Sometimes reading writing blogs and advice can be frustrating. Advice often seems to be contradictory depending on which expert you listen to.
Two weeks ago, I wrote about how Mary Robinette-Kowal had a very different experience with the same bit of writing advice from Orson Scott Card which paralyzed me as a young writer. Paradoxically enough, Robinette-Kowal influenced me in a tremendous way at the 2014 Out of Excuses Writing Retreat.
At that same writing retreat, I was able to get some feedback on my epic fantasy manuscript from best-selling fantasy novelist Brandon Sanderson. He provided some blunt and extremely helpful advice, most of which I used to reform my novel.
Sanderson’s biggest criticism revolved around my use of exposition. As the old adage goes, show don’t tell. He thought I was doing a lot of telling and not enough showing. I knew coming in that was an issue -- I’d heard it from some beta readers, and my tendency when I’ve done a lot of imagining is to default to world building vomit. But for what it’s worth, Sanderson said my exposition was well written, so there’s that.

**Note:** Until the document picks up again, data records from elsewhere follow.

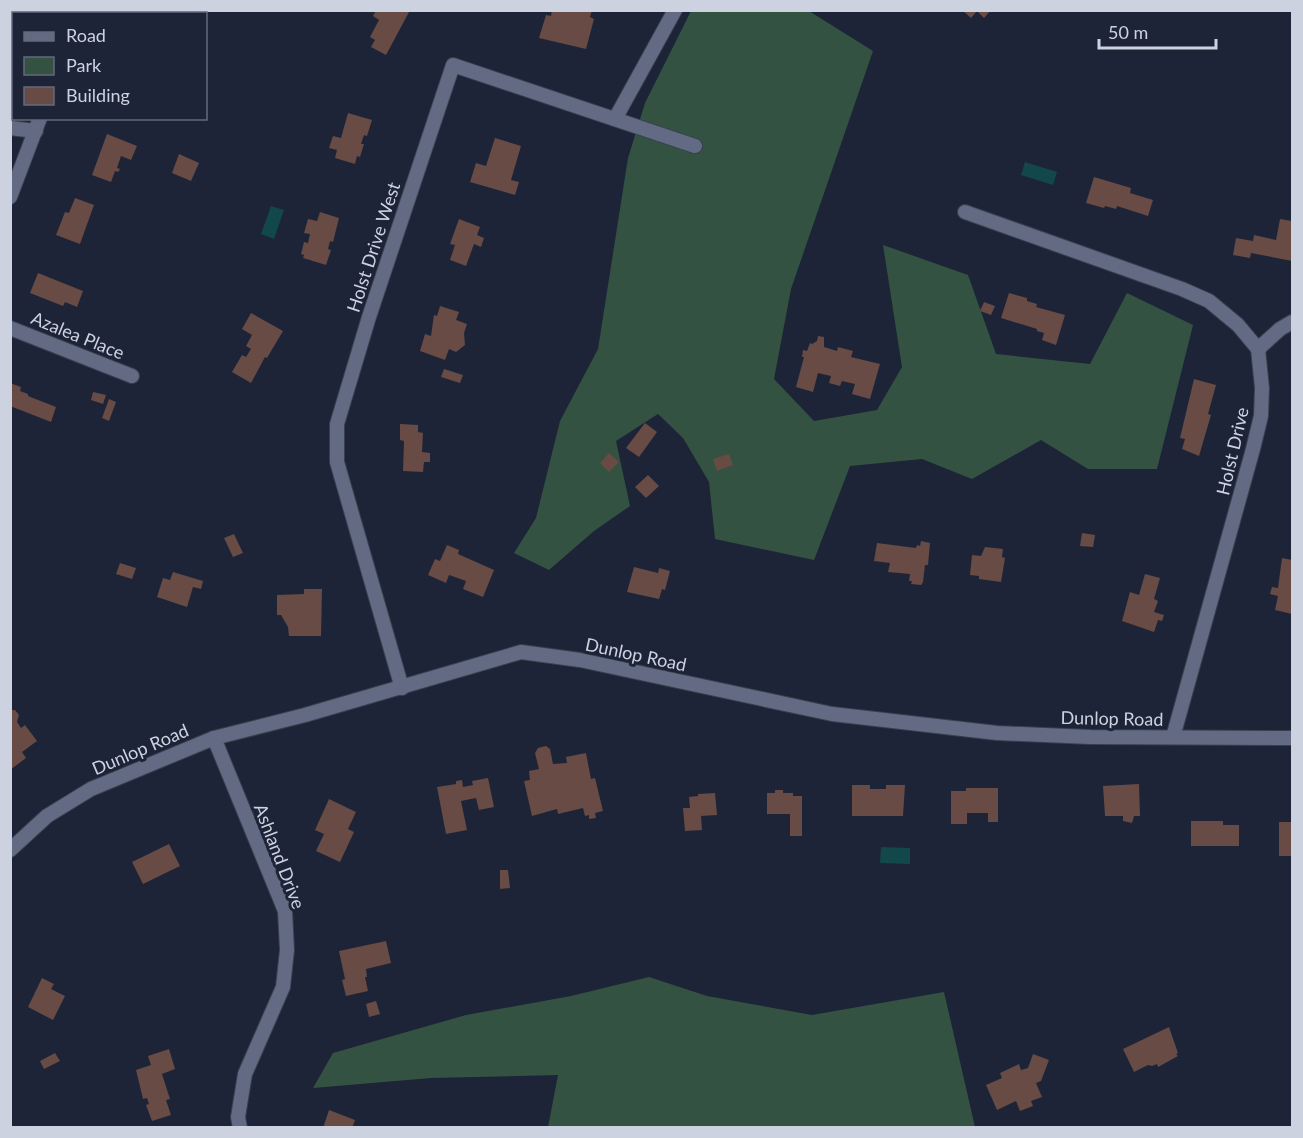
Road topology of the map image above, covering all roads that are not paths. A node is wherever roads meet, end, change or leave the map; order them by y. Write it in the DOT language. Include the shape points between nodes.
graph roads {
  1 [pos="675,10"];
  2 [pos="615,119"];
  3 [pos="38,124"];
  4 [pos="10,128"];
  5 [pos="695,146"];
  6 [pos="10,197"];
  7 [pos="965,212"];
  8 [pos="1293,322"];
  9 [pos="10,328"];
  10 [pos="1258,349"];
  11 [pos="132,376"];
  12 [pos="402,688"];
  13 [pos="1173,737"];
  14 [pos="213,738"];
  15 [pos="1293,738"];
  16 [pos="10,850"];
  17 [pos="240,1128"];
  1 -- 2 [label="street"];
  2 -- 5 [label="street, Holst Drive West"];
  2 -- 12 [label="street, Holst Drive West" via="453,65 337,424 337,462"];
  3 -- 4 [label="street"];
  3 -- 6 [label="street"];
  7 -- 10 [label="street" via="1209,301 1238,325"];
  8 -- 10 [label="street" via="1280,328"];
  9 -- 11 [label="street, Azalea Place"];
  10 -- 13 [label="street, Holst Drive" via="1261,416"];
  12 -- 13 [label="street, Dunlop Road" via="521,652 580,660 832,714 997,733"];
  12 -- 14 [label="street, Dunlop Road"];
  13 -- 15 [label="street, Dunlop Road"];
  14 -- 16 [label="street, Dunlop Road" via="91,789 47,816"];
  14 -- 17 [label="street, Ashland Drive" via="285,911 283,987 245,1074 238,1117"];
}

Earlier this year I read two novels which seem to fly in the face of Sanderson’s advice. First was Lonesome Dove by Larry McMurty. He uses a third person omniscient narrator, and a ton of the novel is exposition. It’s a sweeping western epic which won a Pulitzer prize in 1986.
Next up was The Grace of Kings by Ken Liu, a sweeping epic fantasy released earlier this year. Similar to McMurtry, Liu uses a lot of heavy exposition laden with his world's rich history.

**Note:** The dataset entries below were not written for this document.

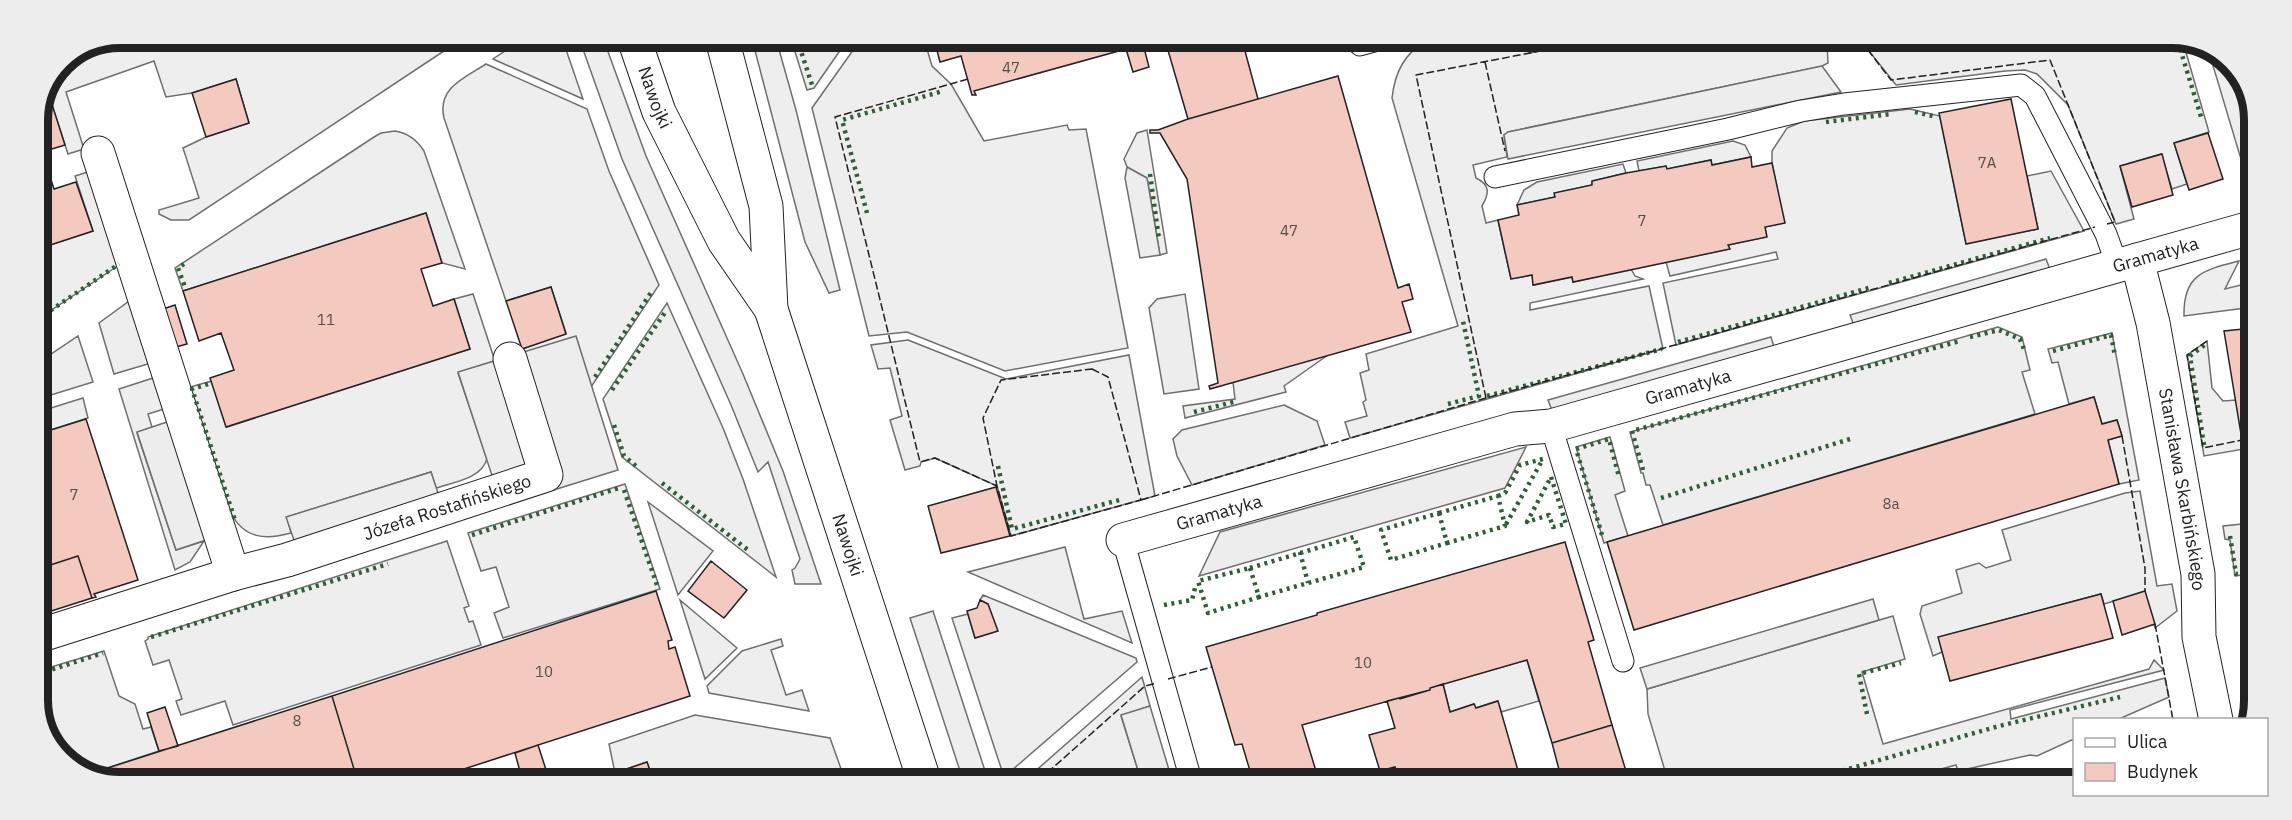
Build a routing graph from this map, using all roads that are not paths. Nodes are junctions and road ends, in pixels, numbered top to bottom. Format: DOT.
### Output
graph roads {
  1 [pos="637,48"];
  2 [pos="724,48"];
  3 [pos="99,153"];
  4 [pos="1495,177"];
  5 [pos="2244,229"];
  6 [pos="2127,262"];
  7 [pos="771,309"];
  8 [pos="510,359"];
  9 [pos="1551,426"];
  10 [pos="1123,540"];
  11 [pos="233,574"];
  12 [pos="48,633"];
  13 [pos="1623,661"];
  14 [pos="2216,718"];
  15 [pos="921,772"];
  16 [pos="1189,772"];
  1 -- 7 [label="street, Nawojki"];
  2 -- 7 [label="street, Nawojki"];
  3 -- 11 [label="street"];
  4 -- 6 [label="lane"];
  5 -- 6 [label="street, Gramatyka"];
  6 -- 9 [label="street, Gramatyka"];
  6 -- 14 [label="street, Stanisława Skarbińskiego"];
  7 -- 15 [label="street, Nawojki"];
  8 -- 11 [label="street, Józefa Rostafińskiego"];
  9 -- 10 [label="street, Gramatyka"];
  9 -- 13 [label="lane"];
  10 -- 16 [label="lane"];
  11 -- 12 [label="street, Józefa Rostafińskiego"];
}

In both cases, I did not mind the exposition. Though I’ve gotten very used to the dialogue- and plot-driven styles of Sanderson, Patrick Rothfuss, John Scalzi and others, in both cases the exposition drove the story and characters. In other words, it worked, and I'm not alone in that assessment. Lonesome Dove won a Pulitzer for heaven's sake, and Liu's debut novel has been very well received.
For me, I lost interest in Lonesome Dove because I stopped caring about the characters. But I really enjoyed The Grace of KIngs, and after adjusting the style, I found it refreshing.
Now, I’m not about to disregard my most recent 'Sandersonized' draft; I believe that Sanderson’s critique of my work has made it a better manuscript and helped me become a better writer. But for almost every piece of writing advice you might read, I can probably find a counterpoint, either in other pithy quotes or through examples of great works which seem to hold the conventional wisdom in contempt.
What does this mean for writers like me who aspire to the success of a Sanderson or a Robinette-Kowal or a Liu? I’m not exactly sure, but I think it means that you should find your voice, write the way you write, and then edit the hell out of it. But don’t get too caught up in the weeds of writing advice, because one person’s weed might actually be another person’s flower, and sometimes it's hard to tell the difference.